· Naughties
· · 2005
· · · August
· · · · 21 (1 entry)

Vocation · There some points of re­al­ly fresh in­ter­est in the 2005/08/22 New York­er. At first glance there are no ad­s; af­ter a minute you re­alise that in fact that one ad­ver­tis­er has bought all the space in the is­sue. Their name nev­er ap­pears, as far as I can tel­l, but all the pages that would be ad­ver­tis­ing are filled with graphics—in a very New York­er style—that fea­ture the advertiser’s icon, one you’d prob­a­bly rec­og­nize. In­sid­e, there’s a good fea­ture on Kinky Fried­man, mi­nor country-music star (the Texas Jew­boys) turned suc­cess­ful mys­tery nov­el­ist, who’s now run­ning for gov­er­nor of Texas.
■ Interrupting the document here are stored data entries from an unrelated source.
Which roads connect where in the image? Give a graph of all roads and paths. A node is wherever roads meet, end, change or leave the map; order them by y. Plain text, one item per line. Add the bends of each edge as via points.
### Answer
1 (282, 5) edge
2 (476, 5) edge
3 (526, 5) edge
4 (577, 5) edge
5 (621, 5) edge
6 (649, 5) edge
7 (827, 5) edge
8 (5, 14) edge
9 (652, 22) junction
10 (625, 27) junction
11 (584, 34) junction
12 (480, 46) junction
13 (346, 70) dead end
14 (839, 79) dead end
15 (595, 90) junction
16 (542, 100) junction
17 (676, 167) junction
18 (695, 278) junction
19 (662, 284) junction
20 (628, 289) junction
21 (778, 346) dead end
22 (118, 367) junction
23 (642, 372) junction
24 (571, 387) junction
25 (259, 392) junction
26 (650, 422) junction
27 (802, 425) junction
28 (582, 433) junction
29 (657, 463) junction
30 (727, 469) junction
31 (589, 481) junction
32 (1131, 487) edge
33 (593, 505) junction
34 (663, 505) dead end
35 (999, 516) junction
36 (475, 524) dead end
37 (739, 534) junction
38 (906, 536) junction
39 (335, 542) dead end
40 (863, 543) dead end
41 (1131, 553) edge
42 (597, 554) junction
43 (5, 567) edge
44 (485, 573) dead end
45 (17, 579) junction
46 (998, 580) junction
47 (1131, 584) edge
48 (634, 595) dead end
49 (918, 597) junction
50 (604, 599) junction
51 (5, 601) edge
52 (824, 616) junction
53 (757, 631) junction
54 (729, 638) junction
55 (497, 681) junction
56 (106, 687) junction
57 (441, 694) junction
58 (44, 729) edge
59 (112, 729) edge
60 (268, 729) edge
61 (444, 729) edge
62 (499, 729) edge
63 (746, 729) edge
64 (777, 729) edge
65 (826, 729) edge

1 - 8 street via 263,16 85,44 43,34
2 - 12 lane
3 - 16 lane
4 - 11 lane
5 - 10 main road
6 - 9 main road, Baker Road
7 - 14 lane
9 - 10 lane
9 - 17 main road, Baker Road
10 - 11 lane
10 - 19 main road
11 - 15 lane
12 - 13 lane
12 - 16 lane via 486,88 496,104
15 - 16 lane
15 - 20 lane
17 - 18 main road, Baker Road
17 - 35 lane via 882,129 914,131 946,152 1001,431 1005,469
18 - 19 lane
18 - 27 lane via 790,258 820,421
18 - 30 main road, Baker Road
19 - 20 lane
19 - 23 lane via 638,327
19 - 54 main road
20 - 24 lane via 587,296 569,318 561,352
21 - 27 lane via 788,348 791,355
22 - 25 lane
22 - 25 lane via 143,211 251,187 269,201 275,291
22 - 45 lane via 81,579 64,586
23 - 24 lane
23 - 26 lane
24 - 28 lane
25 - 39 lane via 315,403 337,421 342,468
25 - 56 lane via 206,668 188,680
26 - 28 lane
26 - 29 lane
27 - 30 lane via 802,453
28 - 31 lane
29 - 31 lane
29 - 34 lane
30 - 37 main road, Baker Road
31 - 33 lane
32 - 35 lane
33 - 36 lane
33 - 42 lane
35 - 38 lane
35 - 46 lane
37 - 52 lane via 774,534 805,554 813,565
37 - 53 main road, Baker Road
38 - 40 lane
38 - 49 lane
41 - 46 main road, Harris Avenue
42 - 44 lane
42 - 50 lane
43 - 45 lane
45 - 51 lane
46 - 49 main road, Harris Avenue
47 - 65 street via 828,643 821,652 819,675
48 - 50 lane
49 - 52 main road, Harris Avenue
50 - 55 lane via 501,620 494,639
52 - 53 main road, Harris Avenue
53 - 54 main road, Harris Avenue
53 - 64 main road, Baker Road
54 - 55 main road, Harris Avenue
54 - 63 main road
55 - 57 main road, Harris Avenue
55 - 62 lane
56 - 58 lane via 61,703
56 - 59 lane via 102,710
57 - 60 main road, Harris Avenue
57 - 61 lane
Fried­man says: “You have your life and your work, and you should get the two as con­fused and as mixed up as pos­si­ble. Make it all one fabric.” Which is a fine goal, if per­haps not achiev­able by ev­ery­one; lots of peo­ple just have job­s, and lots of peo­ple are fine with that. Me, I’ve got a vo­ca­tion. But then I re­al­ized that this is­sue of the mag­a­zine is get­ting with Kinky’s pro­gram too. The re­al “job” of a mag­a­zine, what it gets paid for, is sell­ing ad­ver­tis­ing; and in this case, they’re mix­ing up their graph­i­cal iden­ti­ty and their job in a fair­ly chal­leng­ing way. Ad­ver­tis­ing, as it’s done now, works less and less ev­ery year. I’m not say­ing that this New York­er gam­bit is the One New Truth, but in a trade that re­al­ly needs some new ideas, any­thing dif­fer­ent is news.